Istana sedang dalam kekacauan. Perseteruan antara Jokowi dengan Megawati belum reda (malah makin meruncing), sekarang ditambah lagi perseteruan antara Megawati (PDIP) dengan Surya Paloh (Nasdem) dan antara Jokowi (istana) dengan Surya Paloh (Nasdem).
Perseteruan antara SP dan Megawati sudah lama terjadi, walaupun mereka sama-sama dalam partai koalisi Pemerintah. Sampai-sampai jika mereka berdua hadir dalam sebuah acara, Mega tidak mau bersalaman dengan SP. Sepertinya Mega punya dendam pribadi dengan SP yang tak kunjung saling maaf-memaafkan. Dendam itu kini bertambah mendalam ketika Nasdem mencapreskan Anies, yang sebelumnya juga mengusung Ganjar dari PDIP sebagai salah satu kandidat capres Nasdem. Ini dianggap menyalahi aturan PDIP karena Ganjar merupakan kader PDIP.
Ketika SP sudah dianggap “menyeberang” dari koalisi Pemerintah, tapi Nasdem masih ingin tetap berada dalam koalisi sampai tahun 2024. Akhirnya Megawati yang sudah “benci” SP mendesak Jokowi untuk mereshuffle Menteri-menteri dari Nasdem. Tapi nyatanya, setelah SP bertemu Jokowi, tiba-tiba Jokowi urung mereshuffle Menteri Nasdem. Ini makin menambah geram Megawati. Dengan pengaruhnya yang besar di pemerintahan Jokowi yang telah menguasai beberapa jabatan strategis di Pemerintahan, salah satunya adalah Jaksa Agung, akhirnya Megawati mencoba mendepak Menteri Nasdem dengan memperkarakan salah Menteri Nasdem (Menkominfo, Jhonny G. Plate). Ini bukan murni kasus hukum, tetapi lebih bermuatan politik. Jika murni kasus hukum, justru elit-elit PDIP yang seharusnya dibidik oleh Kejagung, karena PDIP adalah sarang koruptor.
Ada kemungkinan semua Menteri Nasdem akan ditersangkakan oleh “bawahan” Megawati. Siapkan Nasdem menerima kenyataan ini ?

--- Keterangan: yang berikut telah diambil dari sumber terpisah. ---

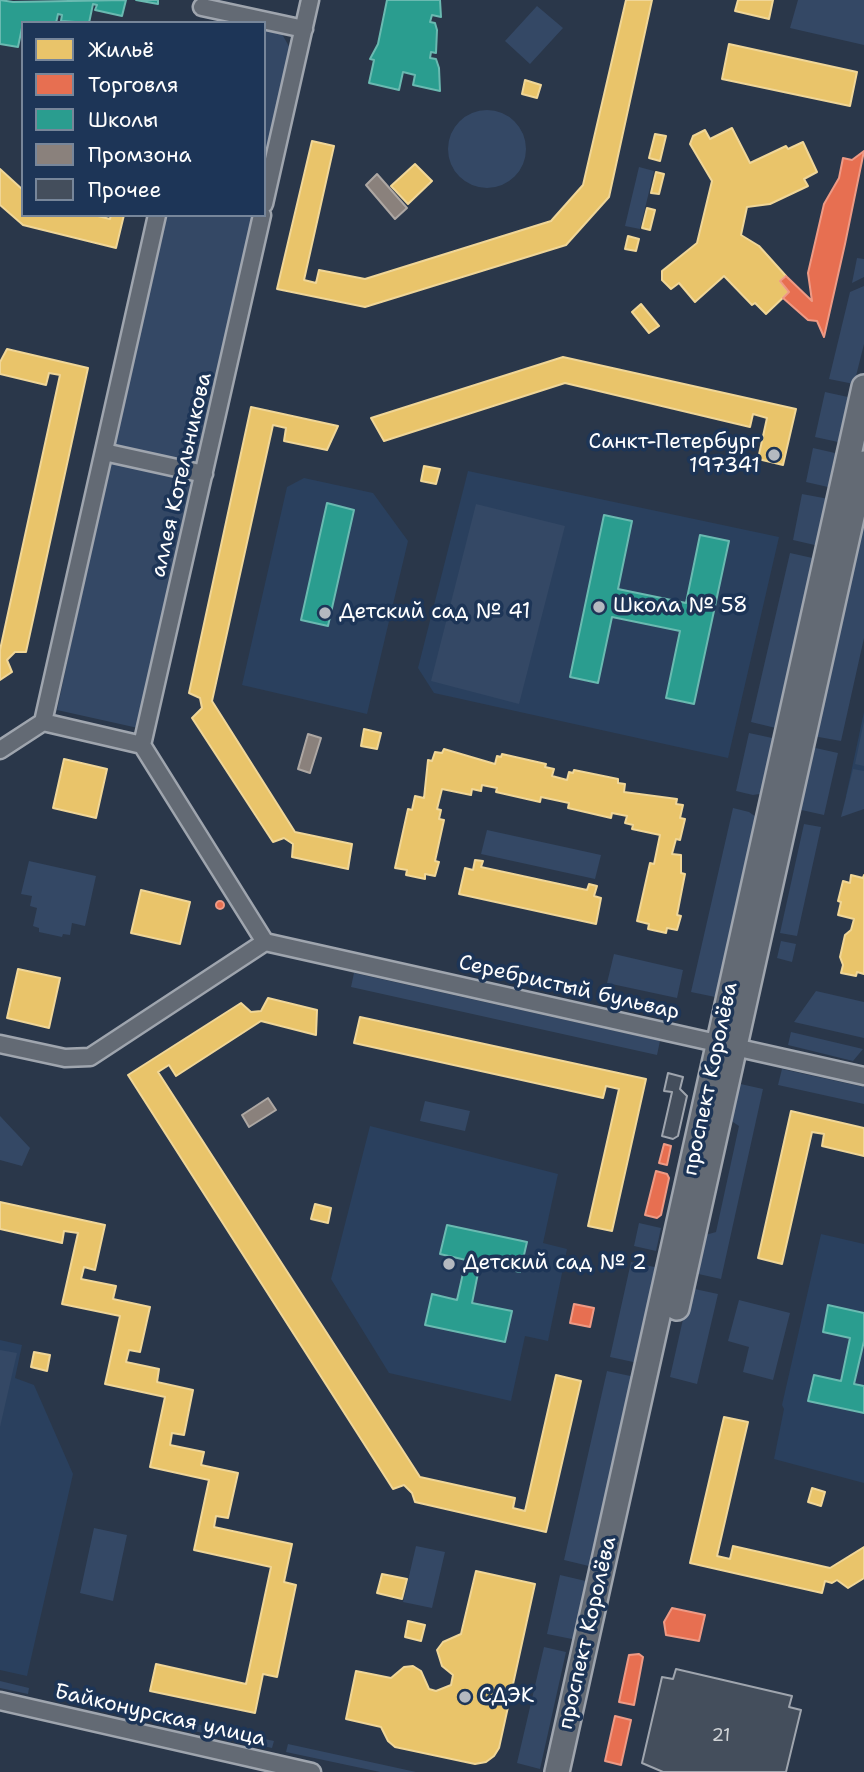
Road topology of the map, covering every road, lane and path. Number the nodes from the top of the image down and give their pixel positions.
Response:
1 (310, 0) edge
2 (201, 10) edge
3 (261, 21) edge
4 (266, 22) edge
5 (304, 29) junction
6 (266, 195) edge
7 (157, 217) edge
8 (262, 217) edge
9 (864, 387) edge
10 (104, 453) junction
11 (864, 463) edge
12 (204, 474) junction
13 (43, 722) junction
14 (142, 745) junction
15 (0, 750) edge
16 (265, 942) junction
17 (0, 1044) edge
18 (727, 1045) junction
19 (864, 1076) edge
20 (0, 1701) edge
21 (312, 1772) edge
22 (557, 1772) edge
23 (574, 1772) edge

1 - 5 street
2 - 3 street
4 - 5 street
5 - 6 street
7 - 10 street
8 - 12 street, аллея Котельникова
9 - 18 street, проспект Королёва
10 - 12 street
10 - 13 street
11 - 18 street, проспект Королёва
12 - 14 street, аллея Котельникова
13 - 14 street
13 - 15 street
14 - 16 street
16 - 17 street
16 - 18 street, Серебристый бульвар
18 - 19 street, Серебристый бульвар
18 - 22 street, проспект Королёва
18 - 23 street, проспект Королёва
20 - 21 street, Байконурская улица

Jokowi sendiri sebenarnya sangat kecewa dengan Surya Paloh karena mengusung Anies sebagai capres. Padahal, sudah sama-sama kita ketahui, Anies sangat tidak disukai Jokowi, bukan karena integritas Anies yang buruk, tapi Anies adalah orang yang tidak bisa diajak kompromi (kejahatan) baik oleh Jokowi maupun oligarki para taipan. Anies orangnya sangat lurus, sedangkan Jokowi dan oligarki taipan hidupnya berlumuran dosa, dusta, tipu-tipu, mafia, korupsi, menghalalkan yang haram, dan khianat. Ibaratnya : Anies ibarat air jernih, Jokowi ibarat air lumpur, jika disatukan akan berbahaya. Tidak salah jika Anies adalah anitesa Jokowi (oligarki taipan). Yang bisa membersihkan kain kotor itu air jernih, bukan air lumpur.
Keputusan Surya Paloh (Nasdem) untuk mengusung Anies sebagai Capres adalah keputusan yang tepat, karena hanya Anies yang secara sungguh-sungguh bisa memajukan Indonesia. Anies adalah paket lengkap. Capres yang lain bagus tapi tidak selengkap Anies. Makanya seluruh rakyat sudah menunggu Anies untuk segera menggantikan Jokowi.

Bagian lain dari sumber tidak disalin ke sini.